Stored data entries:
↓
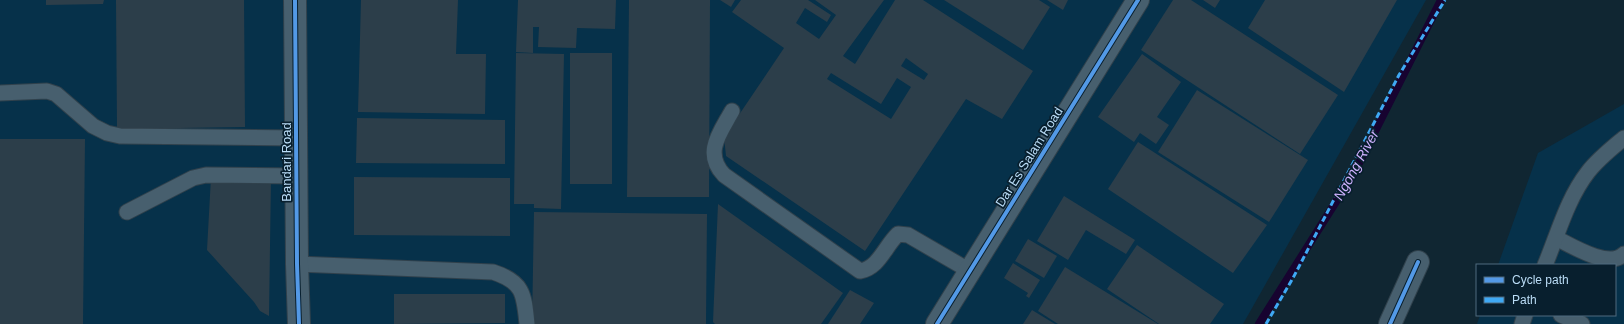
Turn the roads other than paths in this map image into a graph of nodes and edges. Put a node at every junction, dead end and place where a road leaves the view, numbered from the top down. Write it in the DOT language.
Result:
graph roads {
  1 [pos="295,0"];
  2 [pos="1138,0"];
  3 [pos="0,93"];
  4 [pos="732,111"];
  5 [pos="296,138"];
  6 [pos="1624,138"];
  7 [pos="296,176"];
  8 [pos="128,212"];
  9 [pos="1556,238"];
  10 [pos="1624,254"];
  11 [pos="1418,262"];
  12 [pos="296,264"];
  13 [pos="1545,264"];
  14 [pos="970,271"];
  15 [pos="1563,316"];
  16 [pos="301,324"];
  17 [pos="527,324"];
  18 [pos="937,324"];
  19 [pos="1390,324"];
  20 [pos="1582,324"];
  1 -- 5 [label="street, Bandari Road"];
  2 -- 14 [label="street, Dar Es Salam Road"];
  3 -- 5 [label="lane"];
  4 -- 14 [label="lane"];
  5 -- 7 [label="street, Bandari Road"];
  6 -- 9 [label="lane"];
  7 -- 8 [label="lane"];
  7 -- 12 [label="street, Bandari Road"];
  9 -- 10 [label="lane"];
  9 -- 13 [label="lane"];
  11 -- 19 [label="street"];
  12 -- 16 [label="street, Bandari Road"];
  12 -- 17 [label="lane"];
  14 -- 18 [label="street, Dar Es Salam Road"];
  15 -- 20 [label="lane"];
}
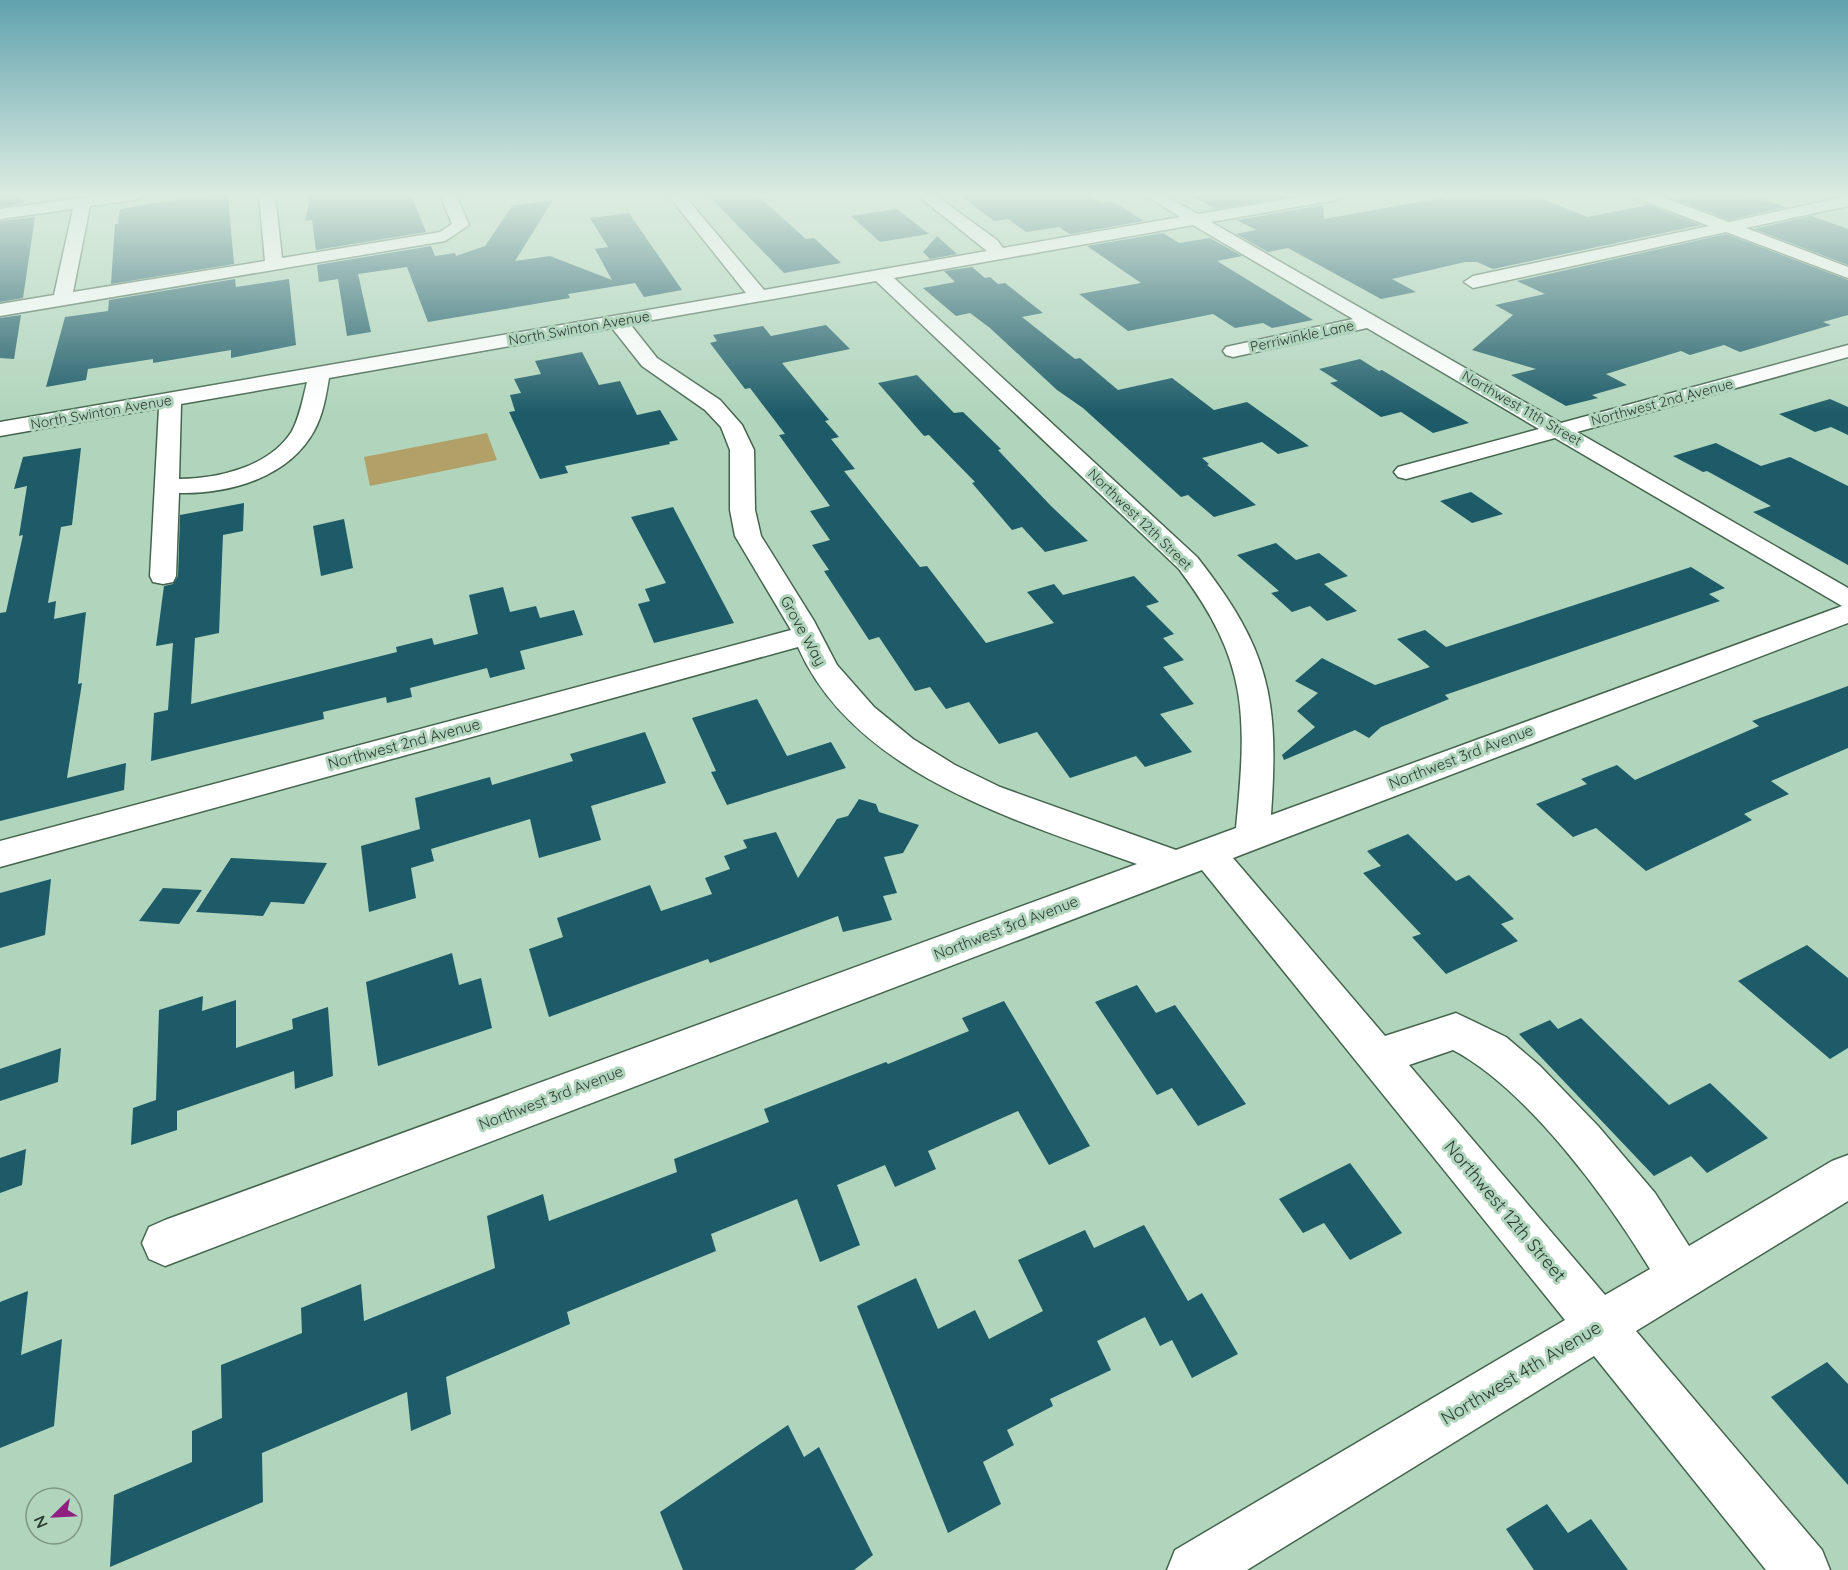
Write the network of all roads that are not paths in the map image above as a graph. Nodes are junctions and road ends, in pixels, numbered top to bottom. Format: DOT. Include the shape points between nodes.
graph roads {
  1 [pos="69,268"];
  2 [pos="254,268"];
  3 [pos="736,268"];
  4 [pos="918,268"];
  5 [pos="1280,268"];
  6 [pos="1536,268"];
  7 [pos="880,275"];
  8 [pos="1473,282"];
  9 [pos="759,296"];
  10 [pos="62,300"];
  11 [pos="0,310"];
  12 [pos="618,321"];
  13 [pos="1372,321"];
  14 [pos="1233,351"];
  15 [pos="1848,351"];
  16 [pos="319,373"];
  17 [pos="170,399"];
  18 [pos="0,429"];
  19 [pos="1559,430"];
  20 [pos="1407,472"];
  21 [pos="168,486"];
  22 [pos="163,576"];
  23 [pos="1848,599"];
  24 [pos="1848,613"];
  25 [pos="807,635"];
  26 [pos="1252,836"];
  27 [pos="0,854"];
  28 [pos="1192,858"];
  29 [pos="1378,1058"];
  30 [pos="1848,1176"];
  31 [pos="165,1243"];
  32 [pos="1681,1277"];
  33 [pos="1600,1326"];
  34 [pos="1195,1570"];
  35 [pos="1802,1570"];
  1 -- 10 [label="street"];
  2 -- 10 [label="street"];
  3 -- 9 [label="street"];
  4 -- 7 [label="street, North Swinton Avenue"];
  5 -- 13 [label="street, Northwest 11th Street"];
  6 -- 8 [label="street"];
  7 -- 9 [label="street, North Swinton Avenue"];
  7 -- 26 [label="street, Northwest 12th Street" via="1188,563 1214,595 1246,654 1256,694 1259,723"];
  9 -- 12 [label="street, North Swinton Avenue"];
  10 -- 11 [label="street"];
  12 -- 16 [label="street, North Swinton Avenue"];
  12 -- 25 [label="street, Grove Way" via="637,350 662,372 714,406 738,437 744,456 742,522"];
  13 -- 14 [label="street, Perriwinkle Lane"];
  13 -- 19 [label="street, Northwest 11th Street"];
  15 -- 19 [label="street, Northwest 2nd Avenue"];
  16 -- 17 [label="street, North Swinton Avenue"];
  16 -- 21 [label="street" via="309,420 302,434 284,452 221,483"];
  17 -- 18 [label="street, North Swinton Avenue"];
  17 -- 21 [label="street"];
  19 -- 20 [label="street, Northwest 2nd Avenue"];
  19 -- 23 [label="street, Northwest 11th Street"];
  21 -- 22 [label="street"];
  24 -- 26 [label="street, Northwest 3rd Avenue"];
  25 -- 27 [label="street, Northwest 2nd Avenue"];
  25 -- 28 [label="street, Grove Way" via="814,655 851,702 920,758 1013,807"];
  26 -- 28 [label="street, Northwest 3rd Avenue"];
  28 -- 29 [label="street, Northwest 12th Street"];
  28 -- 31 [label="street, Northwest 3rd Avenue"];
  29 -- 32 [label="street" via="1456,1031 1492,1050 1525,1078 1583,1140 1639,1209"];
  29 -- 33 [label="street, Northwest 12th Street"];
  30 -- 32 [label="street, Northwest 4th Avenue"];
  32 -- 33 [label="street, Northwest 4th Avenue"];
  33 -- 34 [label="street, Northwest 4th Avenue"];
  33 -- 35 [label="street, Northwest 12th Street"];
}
↑
[About this task]: Each line above should be written out again unchanged; no images are to be carried over.

[Expected answer]:
Turn the roads other than paths in this map image into a graph of nodes and edges. Put a node at every junction, dead end and place where a road leaves the view, numbered from the top down. Write it in the DOT language.
Result:
graph roads {
  1 [pos="295,0"];
  2 [pos="1138,0"];
  3 [pos="0,93"];
  4 [pos="732,111"];
  5 [pos="296,138"];
  6 [pos="1624,138"];
  7 [pos="296,176"];
  8 [pos="128,212"];
  9 [pos="1556,238"];
  10 [pos="1624,254"];
  11 [pos="1418,262"];
  12 [pos="296,264"];
  13 [pos="1545,264"];
  14 [pos="970,271"];
  15 [pos="1563,316"];
  16 [pos="301,324"];
  17 [pos="527,324"];
  18 [pos="937,324"];
  19 [pos="1390,324"];
  20 [pos="1582,324"];
  1 -- 5 [label="street, Bandari Road"];
  2 -- 14 [label="street, Dar Es Salam Road"];
  3 -- 5 [label="lane"];
  4 -- 14 [label="lane"];
  5 -- 7 [label="street, Bandari Road"];
  6 -- 9 [label="lane"];
  7 -- 8 [label="lane"];
  7 -- 12 [label="street, Bandari Road"];
  9 -- 10 [label="lane"];
  9 -- 13 [label="lane"];
  11 -- 19 [label="street"];
  12 -- 16 [label="street, Bandari Road"];
  12 -- 17 [label="lane"];
  14 -- 18 [label="street, Dar Es Salam Road"];
  15 -- 20 [label="lane"];
}
Write the network of all roads that are not paths in the map image above as a graph. Nodes are junctions and road ends, in pixels, numbered top to bottom. Format: DOT. Include the shape points between nodes.
graph roads {
  1 [pos="69,268"];
  2 [pos="254,268"];
  3 [pos="736,268"];
  4 [pos="918,268"];
  5 [pos="1280,268"];
  6 [pos="1536,268"];
  7 [pos="880,275"];
  8 [pos="1473,282"];
  9 [pos="759,296"];
  10 [pos="62,300"];
  11 [pos="0,310"];
  12 [pos="618,321"];
  13 [pos="1372,321"];
  14 [pos="1233,351"];
  15 [pos="1848,351"];
  16 [pos="319,373"];
  17 [pos="170,399"];
  18 [pos="0,429"];
  19 [pos="1559,430"];
  20 [pos="1407,472"];
  21 [pos="168,486"];
  22 [pos="163,576"];
  23 [pos="1848,599"];
  24 [pos="1848,613"];
  25 [pos="807,635"];
  26 [pos="1252,836"];
  27 [pos="0,854"];
  28 [pos="1192,858"];
  29 [pos="1378,1058"];
  30 [pos="1848,1176"];
  31 [pos="165,1243"];
  32 [pos="1681,1277"];
  33 [pos="1600,1326"];
  34 [pos="1195,1570"];
  35 [pos="1802,1570"];
  1 -- 10 [label="street"];
  2 -- 10 [label="street"];
  3 -- 9 [label="street"];
  4 -- 7 [label="street, North Swinton Avenue"];
  5 -- 13 [label="street, Northwest 11th Street"];
  6 -- 8 [label="street"];
  7 -- 9 [label="street, North Swinton Avenue"];
  7 -- 26 [label="street, Northwest 12th Street" via="1188,563 1214,595 1246,654 1256,694 1259,723"];
  9 -- 12 [label="street, North Swinton Avenue"];
  10 -- 11 [label="street"];
  12 -- 16 [label="street, North Swinton Avenue"];
  12 -- 25 [label="street, Grove Way" via="637,350 662,372 714,406 738,437 744,456 742,522"];
  13 -- 14 [label="street, Perriwinkle Lane"];
  13 -- 19 [label="street, Northwest 11th Street"];
  15 -- 19 [label="street, Northwest 2nd Avenue"];
  16 -- 17 [label="street, North Swinton Avenue"];
  16 -- 21 [label="street" via="309,420 302,434 284,452 221,483"];
  17 -- 18 [label="street, North Swinton Avenue"];
  17 -- 21 [label="street"];
  19 -- 20 [label="street, Northwest 2nd Avenue"];
  19 -- 23 [label="street, Northwest 11th Street"];
  21 -- 22 [label="street"];
  24 -- 26 [label="street, Northwest 3rd Avenue"];
  25 -- 27 [label="street, Northwest 2nd Avenue"];
  25 -- 28 [label="street, Grove Way" via="814,655 851,702 920,758 1013,807"];
  26 -- 28 [label="street, Northwest 3rd Avenue"];
  28 -- 29 [label="street, Northwest 12th Street"];
  28 -- 31 [label="street, Northwest 3rd Avenue"];
  29 -- 32 [label="street" via="1456,1031 1492,1050 1525,1078 1583,1140 1639,1209"];
  29 -- 33 [label="street, Northwest 12th Street"];
  30 -- 32 [label="street, Northwest 4th Avenue"];
  32 -- 33 [label="street, Northwest 4th Avenue"];
  33 -- 34 [label="street, Northwest 4th Avenue"];
  33 -- 35 [label="street, Northwest 12th Street"];
}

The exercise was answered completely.